→ Data extracts
"""

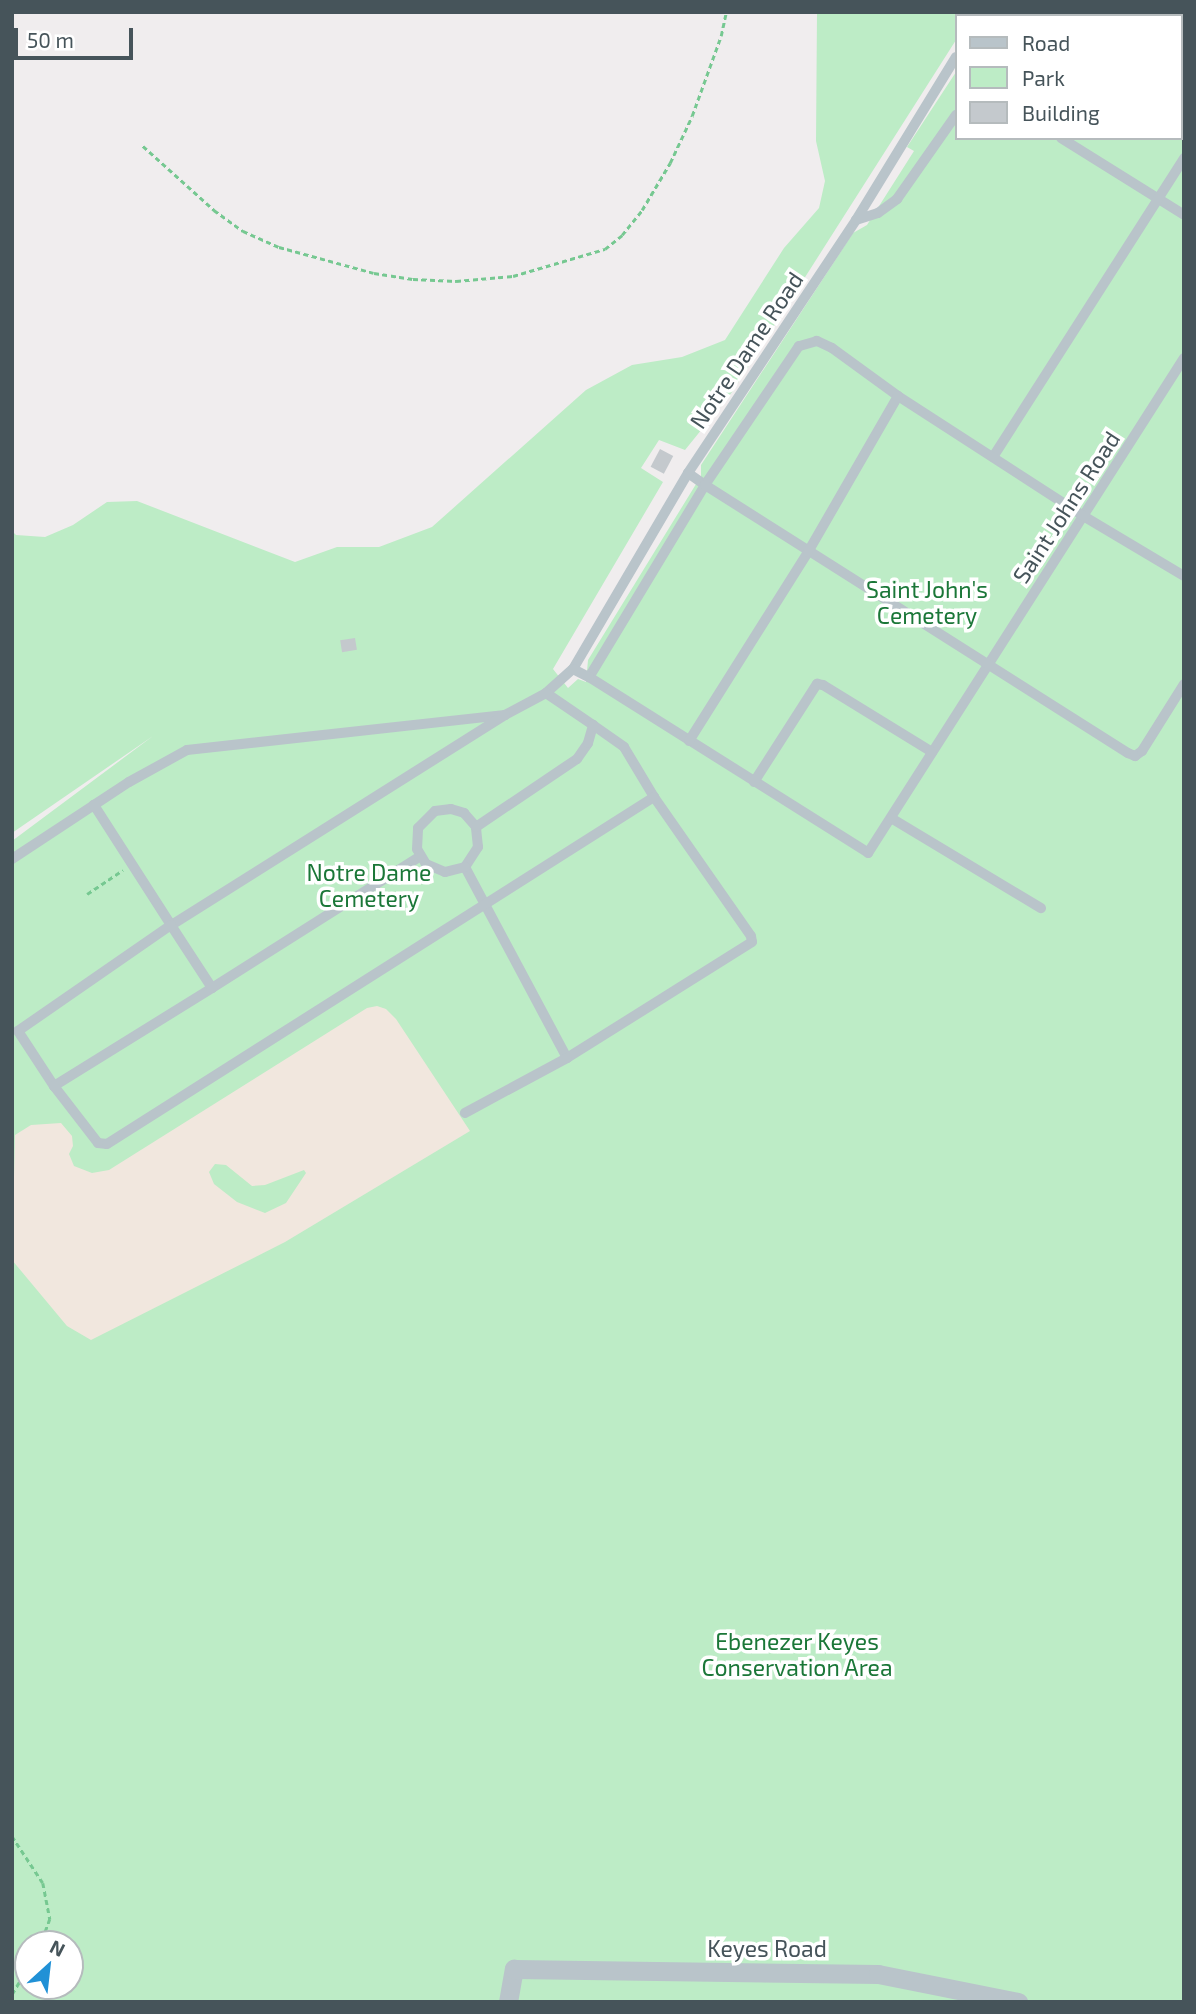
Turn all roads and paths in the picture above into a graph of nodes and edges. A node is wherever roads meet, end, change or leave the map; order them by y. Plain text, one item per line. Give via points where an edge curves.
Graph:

"""
"""

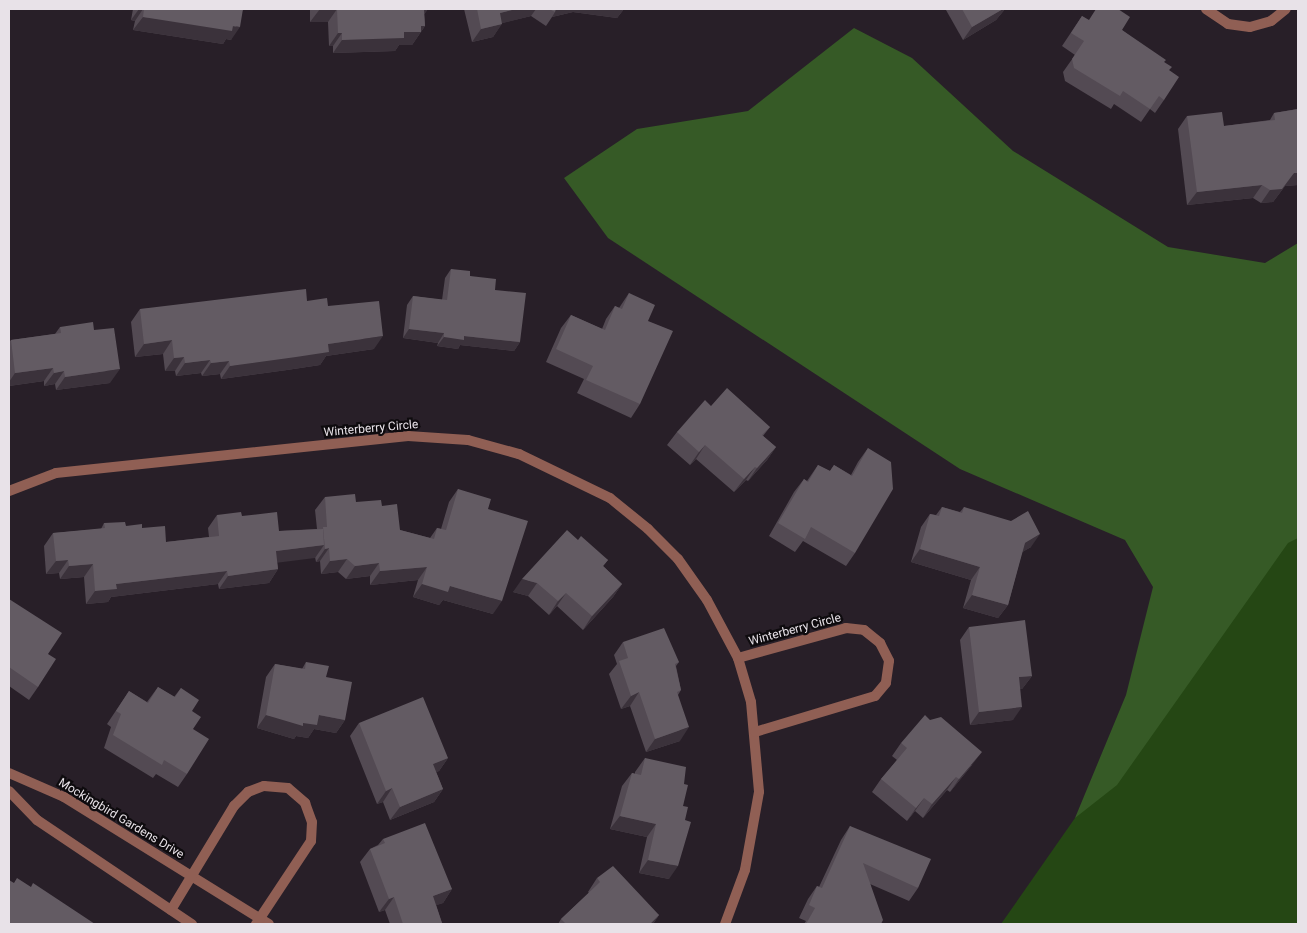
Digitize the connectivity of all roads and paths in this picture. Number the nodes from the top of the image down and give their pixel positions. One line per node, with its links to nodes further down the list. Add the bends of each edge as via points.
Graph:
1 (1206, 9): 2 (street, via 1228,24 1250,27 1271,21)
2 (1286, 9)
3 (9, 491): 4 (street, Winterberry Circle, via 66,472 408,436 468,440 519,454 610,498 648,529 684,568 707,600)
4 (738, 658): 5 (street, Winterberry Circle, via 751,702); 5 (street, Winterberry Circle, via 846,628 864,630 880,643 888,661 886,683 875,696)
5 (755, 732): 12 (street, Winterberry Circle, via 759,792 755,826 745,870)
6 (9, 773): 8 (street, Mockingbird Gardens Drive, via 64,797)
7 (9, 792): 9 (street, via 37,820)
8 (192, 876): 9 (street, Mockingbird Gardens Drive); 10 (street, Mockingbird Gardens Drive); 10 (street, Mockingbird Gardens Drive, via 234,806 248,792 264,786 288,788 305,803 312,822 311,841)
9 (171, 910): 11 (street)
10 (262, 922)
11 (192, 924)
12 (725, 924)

"""

→ Work order
Look through the data and show every line containing "node".

→ Result
Turn all roads and paths in the picture above into a graph of nodes and edges. A node is wherever roads meet, end, change or leave the map; order them by y. Plain text, one item per line. Give via points where an edge curves.
Digitize the connectivity of all roads and paths in this picture. Number the nodes from the top of the image down and give their pixel positions. One line per node, with its links to nodes further down the list. Add the bends of each edge as via points.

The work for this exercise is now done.